1,000 galaxies are distributed across a region of space. Their recession velocities are calculated using the standard Hubble formula — velocity proportional to distance. There is no dark energy anywhere in this simulation. There is no accelerating expansion. Space is not stretching.
The only thing added is what we know to be physically true: our observer is moving. The simulation then asks — if we are moving at 550 km/s in a specific direction, what does the universe look like from our perspective? The answer appears in four live plots.
You can drag the Bulk Flow slider to zero at any time and watch the entire dark energy signal disappear. Every asymmetry, every directional H₀ difference, every dipole wave — all of it vanishes the moment the observer stops moving. Set it back to 550 and it all returns. This is the dark energy illusion.
The key question this simulation answers: If someone in a moving car measures the speed of passing cars, do they get the true speed of those cars? No — they get the speed relative to their own motion. Scale that up to the entire universe. An observer moving at 550 km/s through space will measure systematically higher recession velocities in one direction and lower in the other. That directional difference is exactly what Colin et al. found in real supernova data in 2019, at 3.9 sigma statistical significance.

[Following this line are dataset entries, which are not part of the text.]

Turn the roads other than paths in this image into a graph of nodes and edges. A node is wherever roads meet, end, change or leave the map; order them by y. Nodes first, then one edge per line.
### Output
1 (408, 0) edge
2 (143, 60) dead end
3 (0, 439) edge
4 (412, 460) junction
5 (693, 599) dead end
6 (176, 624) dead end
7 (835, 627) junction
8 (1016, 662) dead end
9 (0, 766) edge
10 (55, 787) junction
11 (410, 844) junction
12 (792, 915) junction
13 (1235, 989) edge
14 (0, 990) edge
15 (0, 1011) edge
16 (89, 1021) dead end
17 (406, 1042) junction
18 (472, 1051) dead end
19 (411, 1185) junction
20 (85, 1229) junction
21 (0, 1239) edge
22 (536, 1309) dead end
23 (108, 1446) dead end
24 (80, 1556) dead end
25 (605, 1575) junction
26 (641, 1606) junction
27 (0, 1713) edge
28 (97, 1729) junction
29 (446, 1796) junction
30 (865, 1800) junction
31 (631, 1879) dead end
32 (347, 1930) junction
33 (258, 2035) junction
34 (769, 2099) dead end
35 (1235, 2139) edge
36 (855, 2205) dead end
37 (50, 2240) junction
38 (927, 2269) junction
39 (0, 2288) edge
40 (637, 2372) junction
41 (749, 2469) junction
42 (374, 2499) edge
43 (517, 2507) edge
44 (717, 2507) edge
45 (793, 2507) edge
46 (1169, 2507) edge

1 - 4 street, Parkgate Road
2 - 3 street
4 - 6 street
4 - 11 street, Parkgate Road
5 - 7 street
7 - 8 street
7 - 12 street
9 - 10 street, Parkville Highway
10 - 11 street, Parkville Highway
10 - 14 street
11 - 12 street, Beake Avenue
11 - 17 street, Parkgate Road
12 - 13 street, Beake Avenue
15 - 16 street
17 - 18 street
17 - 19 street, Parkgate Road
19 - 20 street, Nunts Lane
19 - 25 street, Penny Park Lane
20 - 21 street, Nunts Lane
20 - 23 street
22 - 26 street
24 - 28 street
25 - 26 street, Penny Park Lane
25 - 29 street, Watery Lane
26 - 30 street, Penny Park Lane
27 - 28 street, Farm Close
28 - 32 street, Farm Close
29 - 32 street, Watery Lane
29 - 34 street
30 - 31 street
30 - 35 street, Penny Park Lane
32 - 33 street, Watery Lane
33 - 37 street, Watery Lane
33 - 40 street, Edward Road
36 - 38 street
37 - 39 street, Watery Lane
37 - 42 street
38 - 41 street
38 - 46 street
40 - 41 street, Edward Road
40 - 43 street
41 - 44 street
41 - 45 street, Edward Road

In 2019, a team of researchers reanalysed 740 Type Ia supernovae from the Joint Light-curve Analysis catalogue — the same dataset that won the Nobel Prize for discovering dark energy. They found the apparent acceleration is not the same in all directions. It is stronger in one direction and weaker in the opposite direction. The asymmetry aligns with the CMB dipole — the known direction of our motion through space.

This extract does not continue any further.